If you’re someone who can turn their nose up at a fuzzy, stubby-legged kitty that can stand like a meerkat, then this article will not reach you. If you’re a regular person with a heart, it will. Since it’s now time to make the munchkin cat’s adorable case, I submit these photos and gifs into evidence.
1. When you accidentally send that really awful text that you were totally going to delete.
2. That moment when you realize you truly do not have legs.
3. Who’s worthy of this cuteness? Answer: no one. Not one person.

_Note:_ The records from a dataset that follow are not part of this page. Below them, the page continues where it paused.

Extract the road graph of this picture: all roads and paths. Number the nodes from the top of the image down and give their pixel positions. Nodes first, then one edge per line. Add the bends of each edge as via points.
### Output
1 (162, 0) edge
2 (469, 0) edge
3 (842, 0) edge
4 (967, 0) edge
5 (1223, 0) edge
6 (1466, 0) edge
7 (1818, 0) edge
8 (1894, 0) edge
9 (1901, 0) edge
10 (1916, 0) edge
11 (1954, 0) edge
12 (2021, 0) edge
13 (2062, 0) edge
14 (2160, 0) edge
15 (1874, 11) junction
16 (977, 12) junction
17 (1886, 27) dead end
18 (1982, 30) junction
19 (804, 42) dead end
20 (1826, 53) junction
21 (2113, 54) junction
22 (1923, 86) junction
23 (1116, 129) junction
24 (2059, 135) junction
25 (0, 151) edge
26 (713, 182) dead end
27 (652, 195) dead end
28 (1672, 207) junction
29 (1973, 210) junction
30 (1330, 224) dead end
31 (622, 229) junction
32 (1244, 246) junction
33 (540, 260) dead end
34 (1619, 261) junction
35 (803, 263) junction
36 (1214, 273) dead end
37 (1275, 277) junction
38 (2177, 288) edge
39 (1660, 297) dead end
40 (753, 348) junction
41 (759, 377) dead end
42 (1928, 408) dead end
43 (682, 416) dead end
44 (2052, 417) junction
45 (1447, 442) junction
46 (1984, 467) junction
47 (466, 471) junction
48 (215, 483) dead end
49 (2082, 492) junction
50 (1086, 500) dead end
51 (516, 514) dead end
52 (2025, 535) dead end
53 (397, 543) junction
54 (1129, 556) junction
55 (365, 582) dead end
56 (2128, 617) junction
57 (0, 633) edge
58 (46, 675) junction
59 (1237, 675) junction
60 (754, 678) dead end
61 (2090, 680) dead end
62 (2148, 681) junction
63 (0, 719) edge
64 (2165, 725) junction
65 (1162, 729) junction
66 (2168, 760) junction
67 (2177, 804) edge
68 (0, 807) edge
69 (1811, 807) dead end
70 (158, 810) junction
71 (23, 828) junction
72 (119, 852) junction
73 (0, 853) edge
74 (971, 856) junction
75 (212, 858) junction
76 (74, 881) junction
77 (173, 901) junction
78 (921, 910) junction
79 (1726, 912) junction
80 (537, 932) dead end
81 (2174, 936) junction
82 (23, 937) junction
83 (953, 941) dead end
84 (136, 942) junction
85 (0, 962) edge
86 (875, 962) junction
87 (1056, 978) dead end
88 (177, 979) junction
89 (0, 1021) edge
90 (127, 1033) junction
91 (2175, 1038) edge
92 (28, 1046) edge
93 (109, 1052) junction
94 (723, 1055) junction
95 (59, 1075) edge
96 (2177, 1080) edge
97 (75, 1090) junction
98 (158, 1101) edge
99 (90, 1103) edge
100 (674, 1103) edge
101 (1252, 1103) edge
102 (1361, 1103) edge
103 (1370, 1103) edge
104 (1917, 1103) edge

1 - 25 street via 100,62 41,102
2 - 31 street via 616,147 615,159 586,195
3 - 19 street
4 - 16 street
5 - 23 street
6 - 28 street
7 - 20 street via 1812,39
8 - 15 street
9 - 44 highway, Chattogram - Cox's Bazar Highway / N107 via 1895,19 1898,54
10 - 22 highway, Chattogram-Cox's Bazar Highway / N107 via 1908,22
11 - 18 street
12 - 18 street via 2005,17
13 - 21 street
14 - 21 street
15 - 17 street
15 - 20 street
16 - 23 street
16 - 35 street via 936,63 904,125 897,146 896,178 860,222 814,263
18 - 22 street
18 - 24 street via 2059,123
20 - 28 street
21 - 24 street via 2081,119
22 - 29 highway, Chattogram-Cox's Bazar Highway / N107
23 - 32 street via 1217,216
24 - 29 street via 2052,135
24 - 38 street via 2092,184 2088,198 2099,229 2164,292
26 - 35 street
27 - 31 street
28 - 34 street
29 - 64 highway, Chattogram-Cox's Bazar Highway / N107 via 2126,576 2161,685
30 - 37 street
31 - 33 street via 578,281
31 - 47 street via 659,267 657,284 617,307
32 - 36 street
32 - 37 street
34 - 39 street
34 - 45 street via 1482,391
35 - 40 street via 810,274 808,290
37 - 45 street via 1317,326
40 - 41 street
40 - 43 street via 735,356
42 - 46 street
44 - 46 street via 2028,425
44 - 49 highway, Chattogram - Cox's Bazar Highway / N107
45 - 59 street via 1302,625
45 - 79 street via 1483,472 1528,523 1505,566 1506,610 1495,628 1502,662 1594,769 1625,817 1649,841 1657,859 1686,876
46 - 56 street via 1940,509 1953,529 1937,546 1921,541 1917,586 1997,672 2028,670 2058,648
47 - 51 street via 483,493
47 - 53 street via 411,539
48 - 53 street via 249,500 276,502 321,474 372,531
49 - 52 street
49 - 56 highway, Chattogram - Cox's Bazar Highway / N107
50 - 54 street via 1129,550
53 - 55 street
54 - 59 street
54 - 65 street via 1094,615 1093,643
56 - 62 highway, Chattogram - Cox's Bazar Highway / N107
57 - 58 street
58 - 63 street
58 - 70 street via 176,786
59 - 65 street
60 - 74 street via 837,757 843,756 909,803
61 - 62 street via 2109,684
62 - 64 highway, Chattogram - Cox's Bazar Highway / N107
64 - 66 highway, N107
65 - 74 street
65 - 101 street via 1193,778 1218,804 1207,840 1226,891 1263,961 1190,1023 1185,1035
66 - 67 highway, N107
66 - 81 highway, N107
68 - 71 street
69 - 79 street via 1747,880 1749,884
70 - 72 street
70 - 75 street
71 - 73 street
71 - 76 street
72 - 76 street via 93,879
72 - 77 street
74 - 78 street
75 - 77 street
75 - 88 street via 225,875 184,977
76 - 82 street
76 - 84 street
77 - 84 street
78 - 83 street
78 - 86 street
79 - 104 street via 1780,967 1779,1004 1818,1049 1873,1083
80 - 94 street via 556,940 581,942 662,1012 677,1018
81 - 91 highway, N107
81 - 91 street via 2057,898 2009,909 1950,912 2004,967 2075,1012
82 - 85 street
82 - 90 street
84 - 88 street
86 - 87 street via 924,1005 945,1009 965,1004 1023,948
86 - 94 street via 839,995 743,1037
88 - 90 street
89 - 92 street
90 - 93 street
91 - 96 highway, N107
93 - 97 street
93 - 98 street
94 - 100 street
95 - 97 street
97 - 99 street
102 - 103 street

4. “Yes, I know, no legs, so cute, very fuzzy. Got it.”
5. “Give me the iPhone, puny hooman.”
6. Munchkin kitty is not interested in your garbage.
7. “Hello. Yes. Hi. I see that we’re in the food place, but there is no food happening.”
8. This cat is seven episodes deep into “Orange is the New Black” and doesn’t give a damn about the outside world or its nonsense.
9. When you’re just trying to live your life and Mom starts talking about you on the phone.
10. “I DON’T HAVE ARMS. WHAT DO YOU WANT FROM ME?”
11. Who says big, bearded dudes can’t look for a little munchkin love? No one, that’s who.
12. “Call me tube cat again. I dare you.”
13. “You were warned.”
14. “I no reach this.”
15. When you’ve already realized that you’re a gift to this Earth and you’re waiting for your humans to follow suit.
16. As a short person, I identify with the fact that getting anywhere takes approximately 30 years.
17. “Life is not a problem to be solved, but a reality to be experienced.” — This cat, and also Kierkegaard
18. “No, I’m not a weiner dog, but you are a hater.”
19. This game is cruel and unusual.
20. When your human asks where your legs went and you seriously have no idea.
See? What did I tell you? Case closed.